The 2006 lawsuit charges that managers at the Coke bottling plant in Barranquilla, Colombia, conspired with both the Colombian Administrative Department of Security ("DAS") and another gang of paramilitary thugs to intimidate, threaten and ultimately kill SINALTRAINAL trade union leader Adolfo de Jesus Munera on August 31, 2002.
The complaint states that, "despite a number of warnings to Coca-Cola management in Atlanta that management in Barranquilla continued to meet with and provide plant access to paramilitaries, the paramilitary infiltration of this bottling plant continued unabated through 2006. These same paramilitaries continued to threaten SINALTRAINAL members and leaders with death and even kidnapped one union leader's child to discourage his father's union activities."(ILRF & USW, press release, 6/2/06)
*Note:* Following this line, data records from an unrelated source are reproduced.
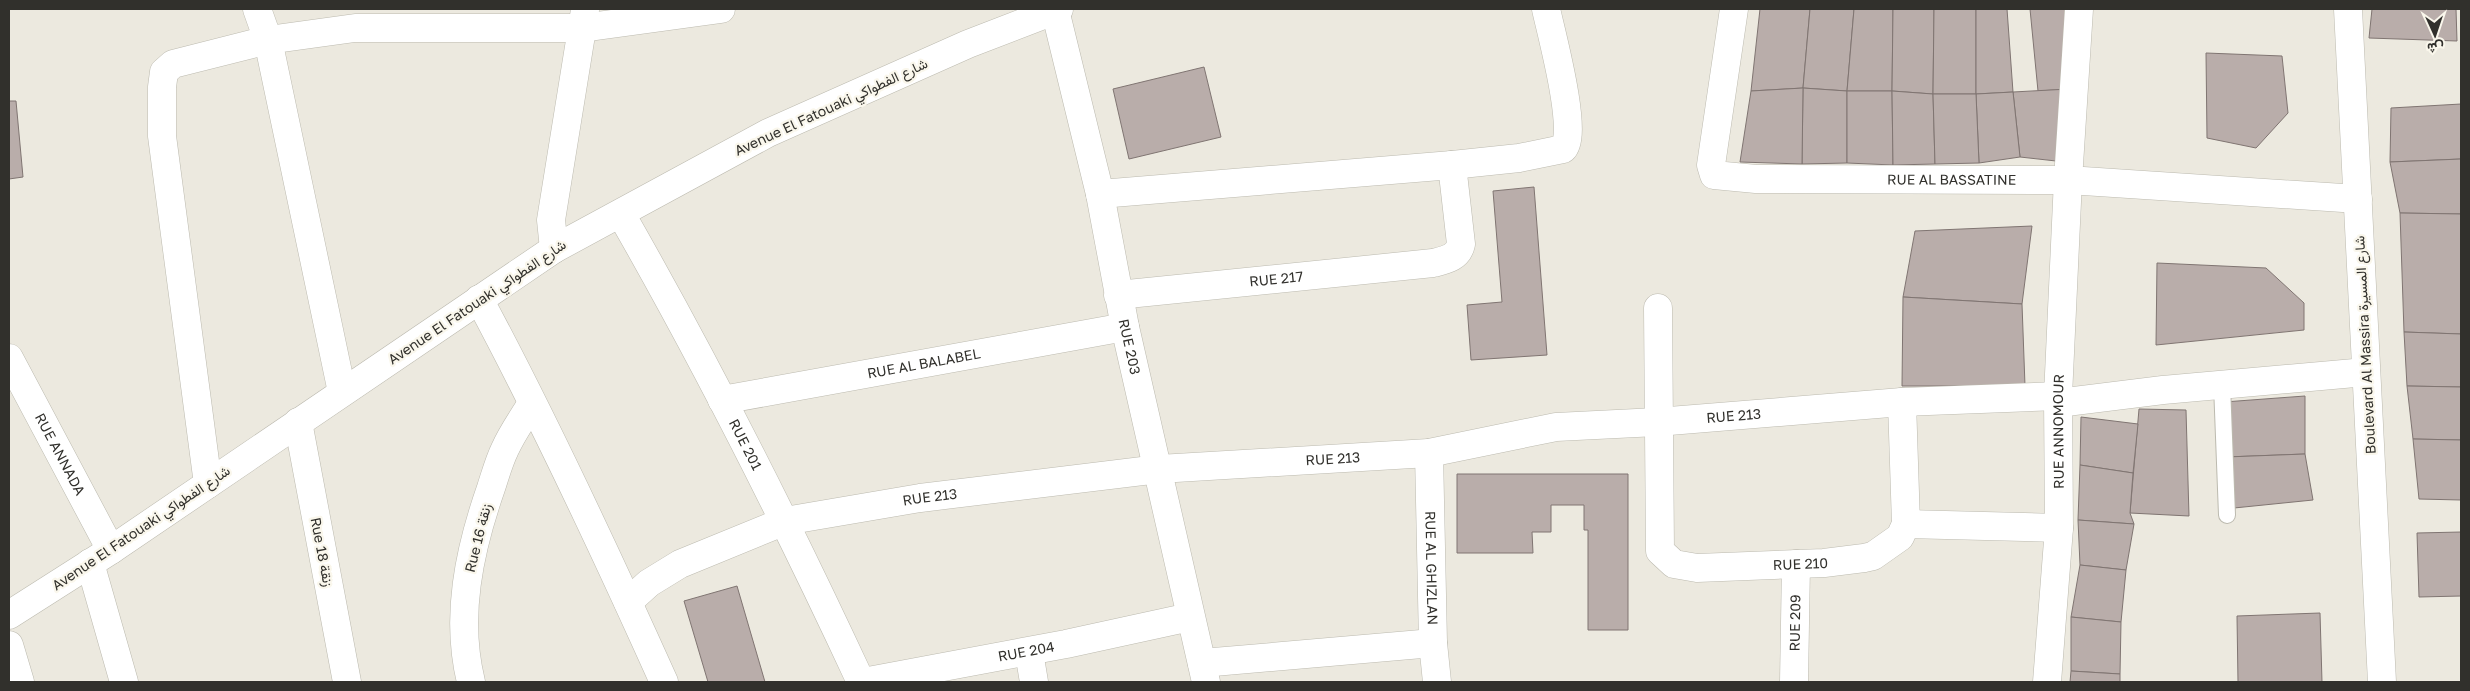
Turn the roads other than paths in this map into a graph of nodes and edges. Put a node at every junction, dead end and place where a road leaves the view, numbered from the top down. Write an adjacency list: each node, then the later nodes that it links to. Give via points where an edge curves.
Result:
1 (257, 9): 9 (street)
2 (721, 9): 8 (street)
3 (1057, 9): 12 (street, RUE 203); 14 (street, Avenue El Fatouaki شارع الفطواكي, via 968,44 768,133)
4 (1546, 9): 10 (street, via 1563,88 1569,137 1567,145 1563,149 1519,158)
5 (1734, 9): 11 (street, RUE AL BASSATINE, via 1711,165 1714,175 1756,179)
6 (2079, 9): 11 (street, RUE ANNOMOUR)
7 (2348, 9): 13 (street, Boulevard Al Massira شارع المسيرة)
8 (584, 18): 9 (street, via 355,28); 15 (street, via 551,220)
9 (268, 40): 23 (street); 32 (street, via 173,64 164,72 162,136)
10 (1452, 165): 12 (street); 16 (street, RUE 217, via 1461,248 1452,257 1433,264)
11 (2068, 180): 13 (street, RUE AL BASSATINE); 24 (street, RUE ANNOMOUR)
12 (1100, 194): 16 (street, RUE 203)
13 (2358, 199): 21 (street, Boulevard Al Massira شارع المسيرة)
14 (621, 214): 15 (street, Avenue El Fatouaki شارع الفطواكي); 25 (street, RUE 201, via 673,304)
15 (554, 248): 17 (street, Avenue El Fatouaki شارع الفطواكي)
16 (1118, 294): 19 (street, RUE 203)
17 (479, 299): 23 (street, Avenue El Fatouaki شارع الفطواكي); 27 (street)
18 (1658, 308): 29 (street, RUE 210)
19 (1125, 327): 25 (street, RUE AL BALABEL); 31 (street, RUE 203)
20 (9, 358): 37 (street, RUE ANNADA)
21 (2366, 372): 22 (street, RUE 213); 56 (street, Boulevard Al Massira شارع المسيرة)
22 (2222, 385): 24 (street, RUE 213); 33 (lane)
23 (342, 392): 28 (street, Avenue El Fatouaki شارع الفطواكي)
24 (2058, 399): 26 (street, RUE 213); 36 (street, RUE ANNOMOUR)
25 (722, 400): 34 (street, RUE 201)
26 (1902, 402): 29 (street, RUE 213); 35 (street)
27 (532, 403): 39 (street); 49 (street, Rue 16 زنقة, via 505,449 478,523 465,590 463,620 466,659)
28 (298, 422): 32 (street, Avenue El Fatouaki شارع الفطواكي); 48 (street, Rue 18 زنقة)
29 (1657, 422): 30 (street, RUE 213, via 1556,427); 38 (street, RUE 210, via 1660,550 1666,558 1674,564 1697,568)
30 (1430, 453): 31 (street, RUE 213); 42 (street, RUE AL GHIZLAN)
31 (1159, 469): 34 (street, RUE 213, via 920,498); 41 (street, RUE 203)
32 (208, 484): 37 (street, Avenue El Fatouaki شارع الفطواكي)
33 (2227, 515)
34 (784, 521): 39 (street, RUE 213, via 680,564 649,582); 51 (street, RUE 201)
35 (1906, 524): 36 (street); 38 (street, RUE 210, via 1900,537 1873,556 1848,562)
36 (2059, 528): 55 (street, RUE ANNOMOUR)
37 (101, 556): 40 (street, Avenue El Fatouaki شارع الفطواكي); 47 (street, RUE ANNADA)
38 (1796, 564): 54 (street, RUE 209)
39 (628, 602): 50 (street)
40 (9, 615)
41 (1190, 617): 44 (street, RUE 204); 45 (street, RUE 203)
42 (1433, 643): 45 (street); 53 (street, RUE AL GHIZLAN)
43 (9, 645): 46 (street)
44 (1029, 652): 51 (street, RUE 204); 52 (street)
45 (1204, 673)
46 (20, 682)
47 (124, 682)
48 (346, 682)
49 (472, 682)
50 (664, 682)
51 (862, 682)
52 (1034, 682)
53 (1436, 682)
54 (1794, 682)
55 (2047, 682)
56 (2382, 682)

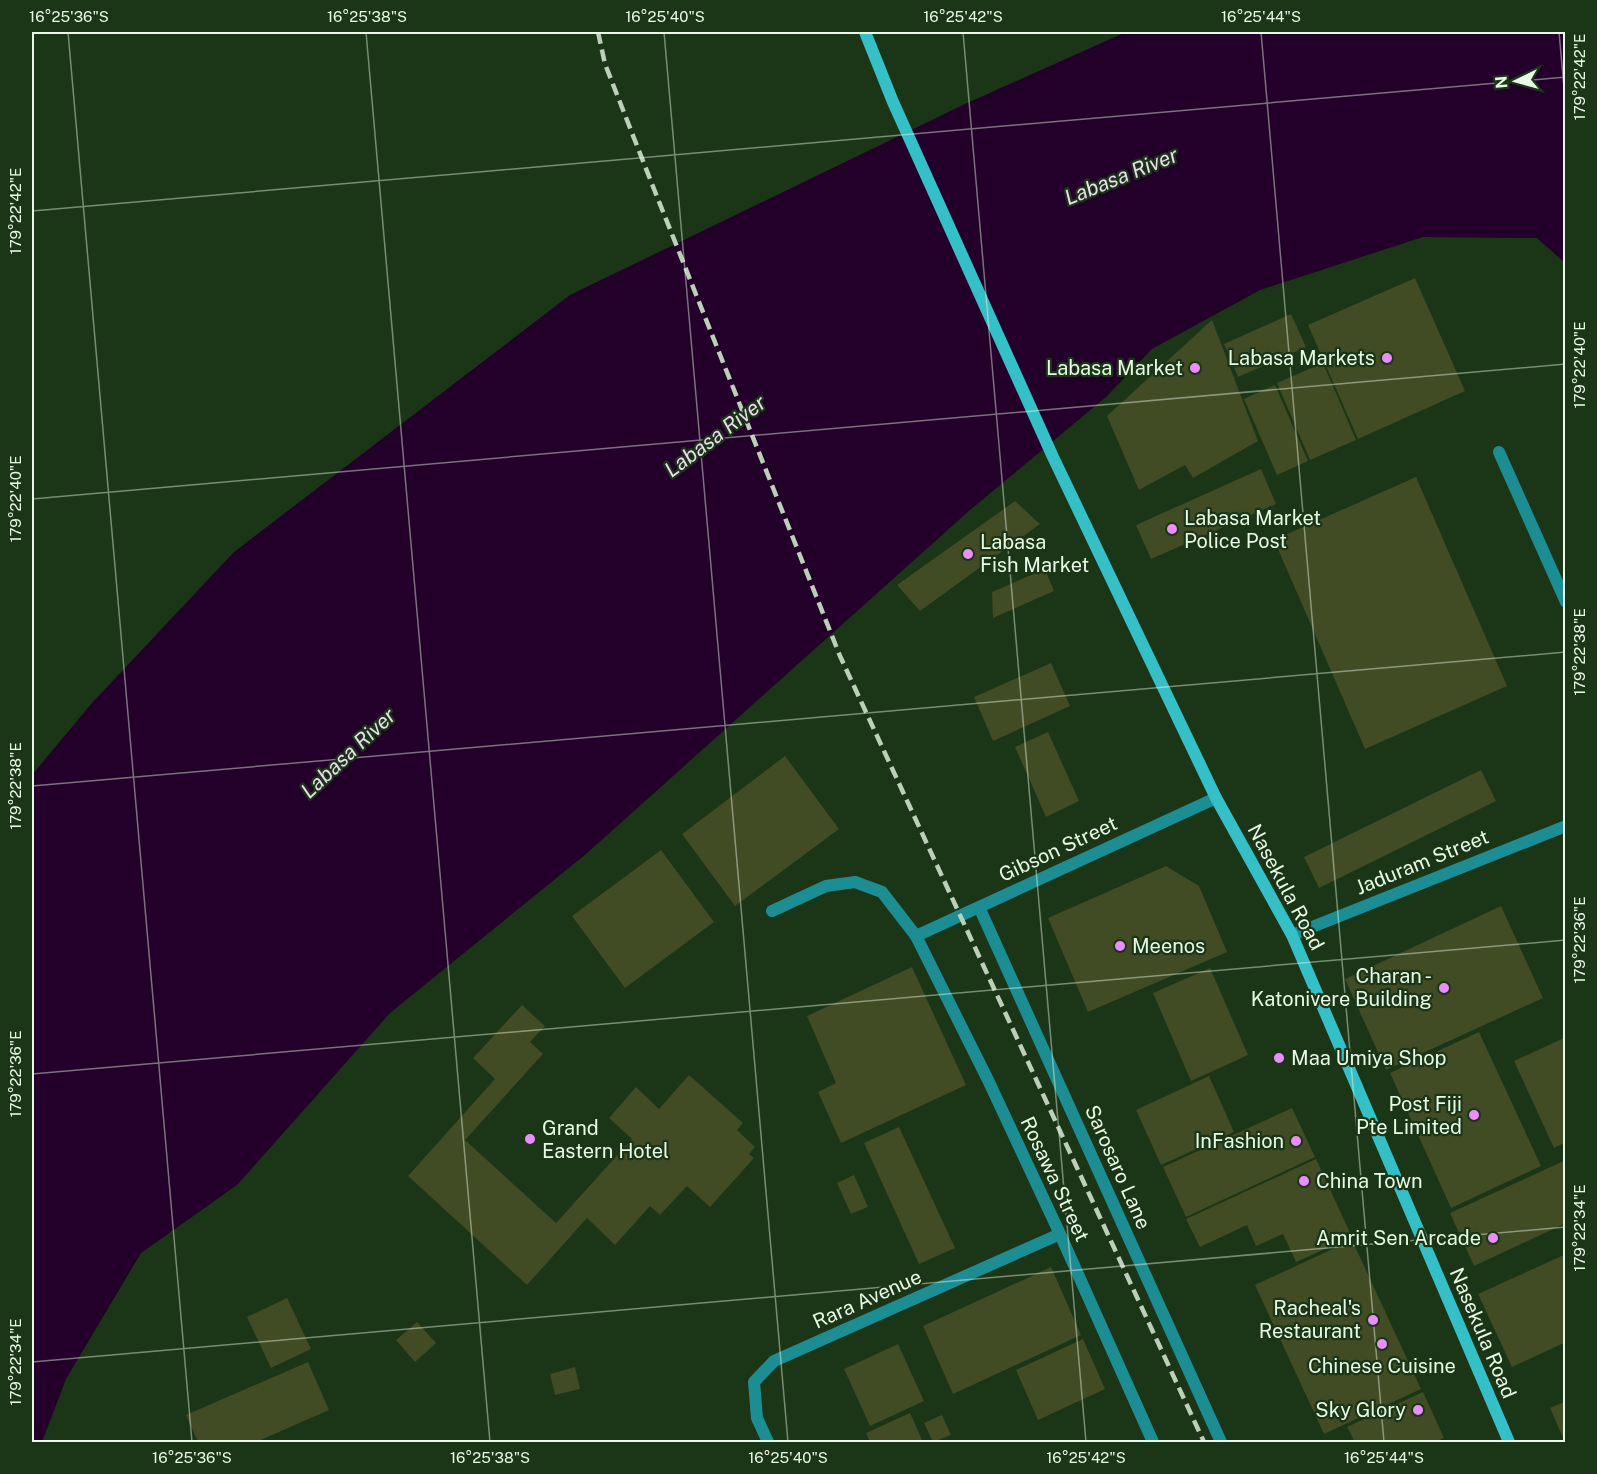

The complaint further points out: "The Coke bottler in Barranquilla terminated the employment of Adolfo de Jesus Munera Lopez on the pretense that he was a 'guerilla' wanted by Colombian authorities. In fact, Mr. Munera was fired because of his pro-union activities. ...In 2003, the Constitutional Court of Colombia found that the Coke bottler had terminated Adolfo de Jesus Munera unlawfully and issued a back pay award, to be paid to his family, for the period from 1997 until his murder in 2002."
No charges were ever brought against Gil's killers or those who killed seven other workers. Nor has anyone been arrested for the murder of Gil's wife in 2000 or the 2004 murders of SINALTRAINAL union leader Efrain Guerrero's brother-in-law, Gabriel Remolina, and his wife Fanny and one of their children. Efrain was a leader in a hunger strike protesting Coke's plan to close production lines and fire workers.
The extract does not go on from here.